So the webmaster could fix this with a META (the easiest way), which was most definitely a thing back in 2001 when that page was created:
Code: Select all
<html lang="ja">
<head>
<meta charset="Shift_JIS">
</head>
... rest of page
</html>
, or a web server response header indicating the charset.
Code: Select all
Content-Type: text/html; charset=Shift_JIS
Of note this MUST be done because HTTP/1.1 (the protocol used) explicitly sets the default charset to ISO-8859-1 (Western, roman).
It's been good practice in browsers to default to the browser iuser's preferred encoding set in the browser options, though, slightly departing from that hard default.

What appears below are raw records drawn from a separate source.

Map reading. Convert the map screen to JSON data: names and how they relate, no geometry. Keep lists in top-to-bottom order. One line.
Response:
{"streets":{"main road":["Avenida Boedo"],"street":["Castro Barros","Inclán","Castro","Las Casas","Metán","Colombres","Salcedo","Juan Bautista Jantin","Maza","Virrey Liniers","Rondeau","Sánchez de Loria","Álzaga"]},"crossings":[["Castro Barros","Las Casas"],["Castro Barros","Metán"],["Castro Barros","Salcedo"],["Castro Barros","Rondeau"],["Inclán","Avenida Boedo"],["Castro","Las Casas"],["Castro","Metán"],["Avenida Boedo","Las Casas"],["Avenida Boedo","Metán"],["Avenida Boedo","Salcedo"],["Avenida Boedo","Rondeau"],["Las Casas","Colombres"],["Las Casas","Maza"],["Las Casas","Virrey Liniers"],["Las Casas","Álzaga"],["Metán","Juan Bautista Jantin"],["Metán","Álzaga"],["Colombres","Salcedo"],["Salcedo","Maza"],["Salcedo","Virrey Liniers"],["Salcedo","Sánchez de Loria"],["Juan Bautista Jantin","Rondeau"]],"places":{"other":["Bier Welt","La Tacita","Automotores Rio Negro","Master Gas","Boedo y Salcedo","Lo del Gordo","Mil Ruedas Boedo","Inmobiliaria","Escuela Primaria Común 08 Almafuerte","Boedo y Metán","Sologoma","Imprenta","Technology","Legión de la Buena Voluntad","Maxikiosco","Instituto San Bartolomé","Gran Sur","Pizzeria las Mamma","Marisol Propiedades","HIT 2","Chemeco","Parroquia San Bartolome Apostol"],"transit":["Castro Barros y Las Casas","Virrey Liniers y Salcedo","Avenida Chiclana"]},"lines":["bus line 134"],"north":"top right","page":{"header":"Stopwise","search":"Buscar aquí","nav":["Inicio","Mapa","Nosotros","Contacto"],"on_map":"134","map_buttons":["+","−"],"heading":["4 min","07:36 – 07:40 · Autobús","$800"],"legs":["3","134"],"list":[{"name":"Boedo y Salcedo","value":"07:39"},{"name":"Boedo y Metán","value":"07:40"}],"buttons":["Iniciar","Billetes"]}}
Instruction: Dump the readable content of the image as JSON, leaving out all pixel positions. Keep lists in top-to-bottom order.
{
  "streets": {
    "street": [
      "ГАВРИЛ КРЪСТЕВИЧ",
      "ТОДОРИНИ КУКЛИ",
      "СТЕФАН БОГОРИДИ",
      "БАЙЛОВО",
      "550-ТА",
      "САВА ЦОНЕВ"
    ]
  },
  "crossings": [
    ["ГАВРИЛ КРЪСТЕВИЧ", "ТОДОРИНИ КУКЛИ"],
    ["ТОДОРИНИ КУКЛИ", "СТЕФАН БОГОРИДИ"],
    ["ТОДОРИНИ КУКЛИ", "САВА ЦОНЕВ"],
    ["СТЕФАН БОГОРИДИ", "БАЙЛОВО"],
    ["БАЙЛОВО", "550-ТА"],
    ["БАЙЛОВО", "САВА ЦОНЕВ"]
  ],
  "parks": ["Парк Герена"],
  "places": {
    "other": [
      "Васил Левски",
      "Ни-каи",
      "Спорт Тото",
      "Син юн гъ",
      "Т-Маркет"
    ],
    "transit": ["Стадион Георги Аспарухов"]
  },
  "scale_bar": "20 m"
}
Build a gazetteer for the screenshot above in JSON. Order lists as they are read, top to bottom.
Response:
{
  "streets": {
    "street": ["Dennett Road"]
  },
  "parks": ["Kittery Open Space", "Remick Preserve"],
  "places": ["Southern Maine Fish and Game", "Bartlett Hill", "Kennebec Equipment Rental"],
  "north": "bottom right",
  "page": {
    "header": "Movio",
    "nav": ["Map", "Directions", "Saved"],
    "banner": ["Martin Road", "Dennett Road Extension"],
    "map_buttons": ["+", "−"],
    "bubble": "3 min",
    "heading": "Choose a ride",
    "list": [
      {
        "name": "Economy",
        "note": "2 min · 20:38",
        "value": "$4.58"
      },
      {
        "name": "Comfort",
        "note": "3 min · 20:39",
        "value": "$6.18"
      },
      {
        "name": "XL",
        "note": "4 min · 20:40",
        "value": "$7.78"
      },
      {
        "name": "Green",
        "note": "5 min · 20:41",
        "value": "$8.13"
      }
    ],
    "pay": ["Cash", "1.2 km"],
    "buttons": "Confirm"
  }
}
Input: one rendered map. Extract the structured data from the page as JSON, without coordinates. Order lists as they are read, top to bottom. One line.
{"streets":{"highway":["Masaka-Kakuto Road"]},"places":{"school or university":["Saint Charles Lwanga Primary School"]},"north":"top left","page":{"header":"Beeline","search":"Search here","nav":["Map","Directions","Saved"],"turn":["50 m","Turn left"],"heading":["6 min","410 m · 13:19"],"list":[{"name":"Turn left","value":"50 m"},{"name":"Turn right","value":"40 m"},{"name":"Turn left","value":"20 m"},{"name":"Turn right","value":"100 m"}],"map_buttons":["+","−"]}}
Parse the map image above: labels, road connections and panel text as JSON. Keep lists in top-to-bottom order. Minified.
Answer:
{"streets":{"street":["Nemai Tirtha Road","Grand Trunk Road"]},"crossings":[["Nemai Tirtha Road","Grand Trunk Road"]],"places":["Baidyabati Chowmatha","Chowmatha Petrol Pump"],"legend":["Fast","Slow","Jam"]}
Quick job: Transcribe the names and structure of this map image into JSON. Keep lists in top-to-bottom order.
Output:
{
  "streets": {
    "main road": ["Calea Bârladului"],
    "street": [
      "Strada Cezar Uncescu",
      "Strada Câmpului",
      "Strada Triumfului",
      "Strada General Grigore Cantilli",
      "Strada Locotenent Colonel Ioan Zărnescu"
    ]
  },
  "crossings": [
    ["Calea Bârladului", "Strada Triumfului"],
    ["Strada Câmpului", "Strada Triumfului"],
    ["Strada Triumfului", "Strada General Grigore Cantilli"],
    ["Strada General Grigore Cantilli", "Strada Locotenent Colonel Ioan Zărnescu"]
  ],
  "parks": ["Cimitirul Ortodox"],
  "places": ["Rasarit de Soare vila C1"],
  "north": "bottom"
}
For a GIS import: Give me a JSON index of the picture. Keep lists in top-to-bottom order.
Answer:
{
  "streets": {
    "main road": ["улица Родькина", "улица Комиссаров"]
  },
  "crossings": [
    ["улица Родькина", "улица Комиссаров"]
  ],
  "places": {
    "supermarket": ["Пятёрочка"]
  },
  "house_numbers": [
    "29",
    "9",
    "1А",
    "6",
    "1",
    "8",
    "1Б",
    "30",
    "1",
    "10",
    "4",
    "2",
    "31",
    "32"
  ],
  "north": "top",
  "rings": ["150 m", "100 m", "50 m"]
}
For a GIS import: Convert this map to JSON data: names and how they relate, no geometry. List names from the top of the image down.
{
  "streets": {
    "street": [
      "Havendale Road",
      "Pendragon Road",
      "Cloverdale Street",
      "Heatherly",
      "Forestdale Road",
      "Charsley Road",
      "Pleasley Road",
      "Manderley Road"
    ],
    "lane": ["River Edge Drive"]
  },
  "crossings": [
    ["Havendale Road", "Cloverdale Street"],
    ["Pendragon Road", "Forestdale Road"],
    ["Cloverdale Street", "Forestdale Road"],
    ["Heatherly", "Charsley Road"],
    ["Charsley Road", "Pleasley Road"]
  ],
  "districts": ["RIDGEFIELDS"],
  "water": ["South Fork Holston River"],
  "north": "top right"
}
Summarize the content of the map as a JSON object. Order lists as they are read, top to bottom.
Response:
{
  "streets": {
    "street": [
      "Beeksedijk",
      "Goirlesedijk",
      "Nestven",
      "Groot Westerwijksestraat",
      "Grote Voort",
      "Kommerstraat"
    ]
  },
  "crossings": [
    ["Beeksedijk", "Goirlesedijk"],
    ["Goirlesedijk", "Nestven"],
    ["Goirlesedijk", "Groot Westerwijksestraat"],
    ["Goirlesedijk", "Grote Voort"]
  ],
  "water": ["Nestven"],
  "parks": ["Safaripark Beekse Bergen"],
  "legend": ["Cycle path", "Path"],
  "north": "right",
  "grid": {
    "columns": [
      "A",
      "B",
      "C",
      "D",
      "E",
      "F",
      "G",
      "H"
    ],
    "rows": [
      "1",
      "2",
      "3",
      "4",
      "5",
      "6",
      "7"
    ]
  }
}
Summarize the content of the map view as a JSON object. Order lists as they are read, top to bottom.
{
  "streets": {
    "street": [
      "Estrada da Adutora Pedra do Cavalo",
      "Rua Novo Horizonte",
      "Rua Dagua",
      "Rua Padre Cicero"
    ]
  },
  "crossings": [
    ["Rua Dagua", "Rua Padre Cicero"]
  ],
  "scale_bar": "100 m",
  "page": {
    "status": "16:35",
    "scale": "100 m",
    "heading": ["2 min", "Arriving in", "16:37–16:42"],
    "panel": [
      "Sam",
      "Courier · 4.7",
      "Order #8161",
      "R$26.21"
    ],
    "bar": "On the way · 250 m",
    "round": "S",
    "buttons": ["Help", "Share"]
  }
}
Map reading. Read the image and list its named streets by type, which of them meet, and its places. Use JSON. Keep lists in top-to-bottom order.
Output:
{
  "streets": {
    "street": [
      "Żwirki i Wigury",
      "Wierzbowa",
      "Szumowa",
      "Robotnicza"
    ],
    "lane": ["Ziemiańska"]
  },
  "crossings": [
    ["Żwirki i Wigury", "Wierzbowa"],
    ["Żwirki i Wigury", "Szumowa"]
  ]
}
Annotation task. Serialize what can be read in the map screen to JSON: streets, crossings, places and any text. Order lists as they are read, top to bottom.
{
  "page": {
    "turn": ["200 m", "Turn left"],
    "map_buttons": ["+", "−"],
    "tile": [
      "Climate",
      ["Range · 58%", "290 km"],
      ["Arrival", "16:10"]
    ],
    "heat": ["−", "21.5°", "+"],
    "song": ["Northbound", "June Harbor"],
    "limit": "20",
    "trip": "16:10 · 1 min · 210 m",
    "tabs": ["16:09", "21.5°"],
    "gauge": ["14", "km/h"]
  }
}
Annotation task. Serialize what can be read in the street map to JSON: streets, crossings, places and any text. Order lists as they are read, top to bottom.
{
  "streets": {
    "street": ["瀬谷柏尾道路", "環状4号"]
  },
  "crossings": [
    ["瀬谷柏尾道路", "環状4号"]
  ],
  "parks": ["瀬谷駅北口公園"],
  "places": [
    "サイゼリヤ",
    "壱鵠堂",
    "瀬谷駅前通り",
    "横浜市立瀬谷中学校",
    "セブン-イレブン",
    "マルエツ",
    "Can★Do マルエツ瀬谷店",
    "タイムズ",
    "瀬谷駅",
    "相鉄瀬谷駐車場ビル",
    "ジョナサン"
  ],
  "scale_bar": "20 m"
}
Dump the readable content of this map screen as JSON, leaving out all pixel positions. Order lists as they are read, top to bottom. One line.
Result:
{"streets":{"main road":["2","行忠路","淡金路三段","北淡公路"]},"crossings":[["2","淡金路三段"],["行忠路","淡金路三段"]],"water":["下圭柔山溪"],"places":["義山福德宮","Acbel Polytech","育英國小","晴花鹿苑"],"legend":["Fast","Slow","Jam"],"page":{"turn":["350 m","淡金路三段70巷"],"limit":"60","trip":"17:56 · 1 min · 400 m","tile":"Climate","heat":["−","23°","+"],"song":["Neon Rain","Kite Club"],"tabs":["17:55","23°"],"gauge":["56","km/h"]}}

But it still remains that there can only be one default.
From the
W3C page about this:
Documents transmitted with HTTP that are of type text, such as text/html, text/plain, etc., can send a charset parameter in the HTTP header to specify the character encoding of the document.
It is very important to always label Web documents explicitly. HTTP 1.1 says that the default charset is ISO-8859-1. But there are too many unlabeled documents in other encodings, so browsers use the reader's preferred encoding when there is no explicit charset parameter.
Alternatively, the webmaster can also just convert everything to UTF-8 (there are handy scripts available for this everywhere) and avoid this altogether. Still recommended to add a charset in the page/headers to be explicit, but UTF-8 is very broadly accepted everywhere and supports all languages.